▸ **Work required**: Read the records below and copy each line that contains "Forrester".

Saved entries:
*** Begin section ***
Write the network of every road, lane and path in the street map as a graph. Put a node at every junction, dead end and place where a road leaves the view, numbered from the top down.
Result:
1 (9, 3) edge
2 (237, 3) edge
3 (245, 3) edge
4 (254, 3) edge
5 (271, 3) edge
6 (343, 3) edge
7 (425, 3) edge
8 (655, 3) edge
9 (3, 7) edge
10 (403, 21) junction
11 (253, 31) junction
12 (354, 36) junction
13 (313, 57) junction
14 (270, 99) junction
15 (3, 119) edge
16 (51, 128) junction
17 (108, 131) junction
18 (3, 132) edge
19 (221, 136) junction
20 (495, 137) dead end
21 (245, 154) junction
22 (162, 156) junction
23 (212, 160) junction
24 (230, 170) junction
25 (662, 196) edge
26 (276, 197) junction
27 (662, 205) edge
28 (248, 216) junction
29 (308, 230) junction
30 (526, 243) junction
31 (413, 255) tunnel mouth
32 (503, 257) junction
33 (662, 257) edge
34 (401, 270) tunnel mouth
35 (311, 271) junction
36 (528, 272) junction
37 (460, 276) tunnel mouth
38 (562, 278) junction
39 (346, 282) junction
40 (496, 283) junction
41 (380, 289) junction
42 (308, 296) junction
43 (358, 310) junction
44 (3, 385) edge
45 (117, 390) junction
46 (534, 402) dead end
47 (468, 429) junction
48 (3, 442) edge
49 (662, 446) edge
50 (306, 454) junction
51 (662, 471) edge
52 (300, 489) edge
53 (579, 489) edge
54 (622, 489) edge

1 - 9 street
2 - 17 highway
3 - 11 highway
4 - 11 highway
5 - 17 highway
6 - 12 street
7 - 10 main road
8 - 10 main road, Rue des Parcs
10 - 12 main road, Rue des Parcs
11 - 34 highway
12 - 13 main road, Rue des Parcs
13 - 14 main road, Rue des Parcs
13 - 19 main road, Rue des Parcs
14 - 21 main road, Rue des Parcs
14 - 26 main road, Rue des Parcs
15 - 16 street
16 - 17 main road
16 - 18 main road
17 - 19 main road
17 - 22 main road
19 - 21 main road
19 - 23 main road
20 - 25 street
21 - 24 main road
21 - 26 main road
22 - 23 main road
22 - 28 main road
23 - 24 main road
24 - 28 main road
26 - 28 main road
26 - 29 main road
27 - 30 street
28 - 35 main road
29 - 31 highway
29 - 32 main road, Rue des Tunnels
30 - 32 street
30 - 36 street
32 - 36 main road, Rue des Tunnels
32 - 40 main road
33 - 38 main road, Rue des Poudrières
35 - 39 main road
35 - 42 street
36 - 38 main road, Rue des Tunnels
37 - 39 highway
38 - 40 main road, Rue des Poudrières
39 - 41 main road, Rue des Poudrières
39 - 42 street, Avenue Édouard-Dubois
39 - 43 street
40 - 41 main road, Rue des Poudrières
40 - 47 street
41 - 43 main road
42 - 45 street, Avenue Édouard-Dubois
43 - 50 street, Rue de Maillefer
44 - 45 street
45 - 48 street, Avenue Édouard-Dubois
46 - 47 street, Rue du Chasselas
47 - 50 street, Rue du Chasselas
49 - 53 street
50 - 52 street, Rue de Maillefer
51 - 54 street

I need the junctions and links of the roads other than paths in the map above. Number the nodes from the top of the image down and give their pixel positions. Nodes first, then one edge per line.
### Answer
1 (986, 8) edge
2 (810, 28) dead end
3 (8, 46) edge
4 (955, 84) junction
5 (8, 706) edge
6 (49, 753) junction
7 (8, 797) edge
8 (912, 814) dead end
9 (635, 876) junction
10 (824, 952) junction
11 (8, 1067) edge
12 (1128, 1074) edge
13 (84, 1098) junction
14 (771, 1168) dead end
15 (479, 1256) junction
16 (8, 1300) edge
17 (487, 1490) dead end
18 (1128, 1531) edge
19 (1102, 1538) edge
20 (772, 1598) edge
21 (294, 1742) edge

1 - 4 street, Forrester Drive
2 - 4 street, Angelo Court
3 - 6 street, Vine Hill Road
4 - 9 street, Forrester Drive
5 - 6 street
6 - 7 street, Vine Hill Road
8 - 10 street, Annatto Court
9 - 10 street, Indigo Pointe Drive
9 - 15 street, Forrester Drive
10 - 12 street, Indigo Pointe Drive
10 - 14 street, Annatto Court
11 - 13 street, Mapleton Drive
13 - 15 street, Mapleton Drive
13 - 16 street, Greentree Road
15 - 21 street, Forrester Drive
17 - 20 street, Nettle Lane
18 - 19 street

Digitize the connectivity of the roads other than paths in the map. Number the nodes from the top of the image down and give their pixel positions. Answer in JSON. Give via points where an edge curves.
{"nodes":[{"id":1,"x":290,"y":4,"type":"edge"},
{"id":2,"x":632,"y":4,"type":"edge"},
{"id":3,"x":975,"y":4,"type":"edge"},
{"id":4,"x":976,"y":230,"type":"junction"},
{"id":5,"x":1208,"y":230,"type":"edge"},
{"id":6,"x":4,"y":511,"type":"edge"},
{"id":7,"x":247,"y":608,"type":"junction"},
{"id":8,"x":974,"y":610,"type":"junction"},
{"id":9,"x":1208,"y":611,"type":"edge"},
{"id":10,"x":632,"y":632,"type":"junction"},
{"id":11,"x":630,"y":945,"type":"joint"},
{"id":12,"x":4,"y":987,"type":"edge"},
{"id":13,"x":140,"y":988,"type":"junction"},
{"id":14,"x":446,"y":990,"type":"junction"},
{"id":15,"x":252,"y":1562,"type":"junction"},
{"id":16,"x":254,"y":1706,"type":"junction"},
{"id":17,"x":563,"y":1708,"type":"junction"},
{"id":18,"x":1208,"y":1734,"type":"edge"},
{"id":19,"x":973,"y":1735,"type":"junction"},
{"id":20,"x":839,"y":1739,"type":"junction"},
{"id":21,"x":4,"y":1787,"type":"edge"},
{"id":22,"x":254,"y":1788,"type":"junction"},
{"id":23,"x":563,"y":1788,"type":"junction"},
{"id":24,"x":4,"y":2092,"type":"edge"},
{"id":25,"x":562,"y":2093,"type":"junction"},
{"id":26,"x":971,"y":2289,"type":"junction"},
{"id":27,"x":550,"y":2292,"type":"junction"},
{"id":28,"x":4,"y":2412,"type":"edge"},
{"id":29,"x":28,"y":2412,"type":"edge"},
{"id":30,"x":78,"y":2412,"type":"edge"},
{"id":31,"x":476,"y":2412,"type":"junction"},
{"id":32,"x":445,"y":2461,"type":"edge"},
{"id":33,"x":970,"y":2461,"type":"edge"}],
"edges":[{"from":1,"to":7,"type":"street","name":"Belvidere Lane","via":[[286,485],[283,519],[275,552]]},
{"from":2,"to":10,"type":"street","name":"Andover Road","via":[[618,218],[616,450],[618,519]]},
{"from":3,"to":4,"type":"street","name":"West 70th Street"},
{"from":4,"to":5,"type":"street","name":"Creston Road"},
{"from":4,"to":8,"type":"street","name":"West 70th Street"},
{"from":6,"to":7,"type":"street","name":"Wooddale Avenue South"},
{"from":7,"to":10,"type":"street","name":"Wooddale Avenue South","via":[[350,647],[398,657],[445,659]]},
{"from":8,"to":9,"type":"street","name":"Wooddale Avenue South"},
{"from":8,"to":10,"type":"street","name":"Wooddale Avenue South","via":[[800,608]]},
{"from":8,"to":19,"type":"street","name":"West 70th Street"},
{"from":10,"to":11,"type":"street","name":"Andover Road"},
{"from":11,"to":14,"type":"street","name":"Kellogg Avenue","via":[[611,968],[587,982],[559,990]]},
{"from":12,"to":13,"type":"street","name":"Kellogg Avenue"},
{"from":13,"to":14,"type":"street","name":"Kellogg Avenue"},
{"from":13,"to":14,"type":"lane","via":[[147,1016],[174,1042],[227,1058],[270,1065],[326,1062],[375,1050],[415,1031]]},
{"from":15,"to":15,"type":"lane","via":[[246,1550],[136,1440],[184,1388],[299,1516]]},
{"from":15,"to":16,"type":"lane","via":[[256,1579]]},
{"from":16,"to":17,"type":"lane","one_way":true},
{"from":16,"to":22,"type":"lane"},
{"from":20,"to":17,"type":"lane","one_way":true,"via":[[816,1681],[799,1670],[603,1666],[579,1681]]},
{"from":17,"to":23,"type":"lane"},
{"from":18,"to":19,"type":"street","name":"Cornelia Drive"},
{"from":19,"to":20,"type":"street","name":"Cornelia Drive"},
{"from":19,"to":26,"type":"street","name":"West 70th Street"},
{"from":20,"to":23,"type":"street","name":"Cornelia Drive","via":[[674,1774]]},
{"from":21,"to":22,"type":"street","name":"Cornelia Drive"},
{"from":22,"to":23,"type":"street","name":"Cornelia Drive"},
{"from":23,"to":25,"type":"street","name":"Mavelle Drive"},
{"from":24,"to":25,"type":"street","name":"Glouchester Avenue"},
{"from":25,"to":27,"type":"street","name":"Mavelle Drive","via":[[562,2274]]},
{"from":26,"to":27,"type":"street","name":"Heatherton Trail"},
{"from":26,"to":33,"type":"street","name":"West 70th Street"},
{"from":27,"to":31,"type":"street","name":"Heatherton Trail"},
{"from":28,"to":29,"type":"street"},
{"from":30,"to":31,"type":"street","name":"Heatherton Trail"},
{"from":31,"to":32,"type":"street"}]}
*** End section ***
▸ **Exercise answer**:
1 - 4 street, Forrester Drive
4 - 9 street, Forrester Drive
9 - 15 street, Forrester Drive
15 - 21 street, Forrester Drive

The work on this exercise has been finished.